Long-distance phone calls make you oddly attuned to slight variations in tone and emphasis and there was something in that “Oh” that made me uneasy. I was about to ask whom I was talking to when Sam picked up.

“Hey!”

“Hey!” It came out strangely broken, as my mouth had dried unexpectedly, and I had to say it twice.

“What’s up?”

“Nothing! I mean nothing urgent. I—I just, you know, wanted to hear your voice.”

“Hold on. I’ll close this door.” I could picture him in the little railway carriage, pulling the bedroom door to. When he came back on he sounded cheery, quite unlike the last time we had spoken. “So what’s going on? Everything okay with you? What’s the time there?”

“Just after two. Um, who was that?”

“Oh. That’s Katie.”

“Katie.”

“Katie Ingram. My new partner?”

“Katie! Okay! So... uh... what’s she doing in your house?”

“Oh, she’s just giving me a lift to Donna’s leaving do. Bike’s gone into the garage. Problem with the exhaust.”

“She really is looking after you, then!” I wondered, absently, if he was wearing a towel.

“Yeah. She only lives down the road so it made sense.” He said it with the casual neutrality of someone aware he was being listened to by two women.

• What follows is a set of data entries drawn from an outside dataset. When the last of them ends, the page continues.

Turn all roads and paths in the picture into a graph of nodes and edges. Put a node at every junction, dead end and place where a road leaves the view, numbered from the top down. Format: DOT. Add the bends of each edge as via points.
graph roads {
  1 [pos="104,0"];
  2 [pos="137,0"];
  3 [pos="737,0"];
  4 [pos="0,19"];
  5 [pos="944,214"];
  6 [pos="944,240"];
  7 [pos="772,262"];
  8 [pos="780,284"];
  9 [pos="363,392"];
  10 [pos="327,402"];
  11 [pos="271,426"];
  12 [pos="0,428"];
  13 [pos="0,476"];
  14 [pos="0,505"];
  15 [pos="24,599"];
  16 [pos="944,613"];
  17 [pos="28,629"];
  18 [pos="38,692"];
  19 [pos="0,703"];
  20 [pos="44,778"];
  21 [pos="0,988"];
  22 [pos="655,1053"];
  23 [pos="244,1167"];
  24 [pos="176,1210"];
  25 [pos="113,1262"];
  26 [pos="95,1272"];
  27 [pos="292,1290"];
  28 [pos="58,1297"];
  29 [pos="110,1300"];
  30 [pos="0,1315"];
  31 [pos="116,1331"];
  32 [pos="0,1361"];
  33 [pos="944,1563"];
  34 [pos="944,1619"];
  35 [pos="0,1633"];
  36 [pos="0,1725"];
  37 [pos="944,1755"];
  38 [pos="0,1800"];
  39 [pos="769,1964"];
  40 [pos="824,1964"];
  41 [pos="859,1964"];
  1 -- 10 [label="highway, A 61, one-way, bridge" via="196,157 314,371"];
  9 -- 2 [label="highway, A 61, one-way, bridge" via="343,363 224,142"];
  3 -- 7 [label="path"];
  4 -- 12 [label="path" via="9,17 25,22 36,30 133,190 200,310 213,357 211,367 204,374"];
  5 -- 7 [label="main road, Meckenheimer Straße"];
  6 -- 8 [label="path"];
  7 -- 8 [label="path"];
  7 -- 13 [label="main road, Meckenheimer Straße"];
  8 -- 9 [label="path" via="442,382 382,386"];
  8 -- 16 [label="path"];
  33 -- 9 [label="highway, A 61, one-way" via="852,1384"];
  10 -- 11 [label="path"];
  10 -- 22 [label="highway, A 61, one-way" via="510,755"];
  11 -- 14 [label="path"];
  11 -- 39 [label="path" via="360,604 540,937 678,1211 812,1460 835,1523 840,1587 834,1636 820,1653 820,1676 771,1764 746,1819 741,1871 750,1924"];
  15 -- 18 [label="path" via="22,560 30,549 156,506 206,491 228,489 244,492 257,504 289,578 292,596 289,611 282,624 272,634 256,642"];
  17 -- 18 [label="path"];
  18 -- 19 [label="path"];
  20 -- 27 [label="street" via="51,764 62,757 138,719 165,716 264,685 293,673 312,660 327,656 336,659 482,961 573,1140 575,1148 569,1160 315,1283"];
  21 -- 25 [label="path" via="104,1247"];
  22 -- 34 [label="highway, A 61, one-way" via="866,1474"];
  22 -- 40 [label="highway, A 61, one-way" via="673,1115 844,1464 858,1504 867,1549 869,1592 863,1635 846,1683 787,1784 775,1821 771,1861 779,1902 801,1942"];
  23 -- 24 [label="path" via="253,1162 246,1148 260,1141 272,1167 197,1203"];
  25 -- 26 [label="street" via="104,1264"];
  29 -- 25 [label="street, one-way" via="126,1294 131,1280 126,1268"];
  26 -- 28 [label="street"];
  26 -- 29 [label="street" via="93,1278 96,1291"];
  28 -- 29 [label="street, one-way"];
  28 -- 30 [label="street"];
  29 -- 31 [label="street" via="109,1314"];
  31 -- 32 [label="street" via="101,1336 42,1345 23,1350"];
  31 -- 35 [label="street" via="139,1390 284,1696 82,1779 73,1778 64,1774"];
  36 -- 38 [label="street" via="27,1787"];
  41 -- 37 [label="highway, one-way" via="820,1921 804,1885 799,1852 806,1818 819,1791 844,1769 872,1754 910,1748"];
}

“So where are you all off to?”

“That tapas place in Hackney? The one that used to be a church? I’m not sure we ever went there.”

“A church! Ha-ha-ha! So you’ll all have to be on your best behavior!” I laughed, too loudly.

“Bunch of paramedics on a night out? I doubt it.”

There was a short silence. I tried to ignore the knot in my stomach. Sam’s voice softened. “You sure you’re okay? You sound a little—”

“I’m fine! Totally! Like I said. I just wanted to hear your voice.”